═══ Supplied records

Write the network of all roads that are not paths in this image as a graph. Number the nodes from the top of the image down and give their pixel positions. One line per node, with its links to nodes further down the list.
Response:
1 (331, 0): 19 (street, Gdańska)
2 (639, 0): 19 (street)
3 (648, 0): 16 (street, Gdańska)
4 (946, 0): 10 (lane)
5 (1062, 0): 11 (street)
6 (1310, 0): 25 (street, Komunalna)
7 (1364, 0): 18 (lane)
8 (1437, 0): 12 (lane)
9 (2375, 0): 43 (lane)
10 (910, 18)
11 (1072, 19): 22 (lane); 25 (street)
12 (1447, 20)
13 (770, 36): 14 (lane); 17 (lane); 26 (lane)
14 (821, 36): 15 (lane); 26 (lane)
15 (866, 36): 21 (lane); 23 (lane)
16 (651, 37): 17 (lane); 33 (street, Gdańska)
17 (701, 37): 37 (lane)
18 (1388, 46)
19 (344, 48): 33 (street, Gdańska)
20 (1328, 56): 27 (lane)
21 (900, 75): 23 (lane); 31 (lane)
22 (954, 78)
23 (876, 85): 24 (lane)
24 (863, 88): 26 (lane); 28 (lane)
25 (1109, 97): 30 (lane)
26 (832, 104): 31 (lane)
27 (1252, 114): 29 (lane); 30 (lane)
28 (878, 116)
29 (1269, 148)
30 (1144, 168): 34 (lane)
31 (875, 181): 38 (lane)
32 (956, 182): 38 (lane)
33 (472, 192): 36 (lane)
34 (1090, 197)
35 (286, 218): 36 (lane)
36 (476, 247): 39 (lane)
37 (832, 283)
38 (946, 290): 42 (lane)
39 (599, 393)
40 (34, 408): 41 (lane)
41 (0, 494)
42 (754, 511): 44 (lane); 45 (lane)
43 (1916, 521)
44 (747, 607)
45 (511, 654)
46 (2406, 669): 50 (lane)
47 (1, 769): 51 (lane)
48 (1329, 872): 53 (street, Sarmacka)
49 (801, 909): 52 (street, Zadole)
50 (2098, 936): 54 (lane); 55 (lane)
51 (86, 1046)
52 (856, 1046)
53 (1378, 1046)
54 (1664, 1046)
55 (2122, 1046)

══════

Assignment -
Repeat every record, keeping each line exactly as it is.

Response for this exercise -
Write the network of all roads that are not paths in this image as a graph. Number the nodes from the top of the image down and give their pixel positions. One line per node, with its links to nodes further down the list.
Response:
1 (331, 0): 19 (street, Gdańska)
2 (639, 0): 19 (street)
3 (648, 0): 16 (street, Gdańska)
4 (946, 0): 10 (lane)
5 (1062, 0): 11 (street)
6 (1310, 0): 25 (street, Komunalna)
7 (1364, 0): 18 (lane)
8 (1437, 0): 12 (lane)
9 (2375, 0): 43 (lane)
10 (910, 18)
11 (1072, 19): 22 (lane); 25 (street)
12 (1447, 20)
13 (770, 36): 14 (lane); 17 (lane); 26 (lane)
14 (821, 36): 15 (lane); 26 (lane)
15 (866, 36): 21 (lane); 23 (lane)
16 (651, 37): 17 (lane); 33 (street, Gdańska)
17 (701, 37): 37 (lane)
18 (1388, 46)
19 (344, 48): 33 (street, Gdańska)
20 (1328, 56): 27 (lane)
21 (900, 75): 23 (lane); 31 (lane)
22 (954, 78)
23 (876, 85): 24 (lane)
24 (863, 88): 26 (lane); 28 (lane)
25 (1109, 97): 30 (lane)
26 (832, 104): 31 (lane)
27 (1252, 114): 29 (lane); 30 (lane)
28 (878, 116)
29 (1269, 148)
30 (1144, 168): 34 (lane)
31 (875, 181): 38 (lane)
32 (956, 182): 38 (lane)
33 (472, 192): 36 (lane)
34 (1090, 197)
35 (286, 218): 36 (lane)
36 (476, 247): 39 (lane)
37 (832, 283)
38 (946, 290): 42 (lane)
39 (599, 393)
40 (34, 408): 41 (lane)
41 (0, 494)
42 (754, 511): 44 (lane); 45 (lane)
43 (1916, 521)
44 (747, 607)
45 (511, 654)
46 (2406, 669): 50 (lane)
47 (1, 769): 51 (lane)
48 (1329, 872): 53 (street, Sarmacka)
49 (801, 909): 52 (street, Zadole)
50 (2098, 936): 54 (lane); 55 (lane)
51 (86, 1046)
52 (856, 1046)
53 (1378, 1046)
54 (1664, 1046)
55 (2122, 1046)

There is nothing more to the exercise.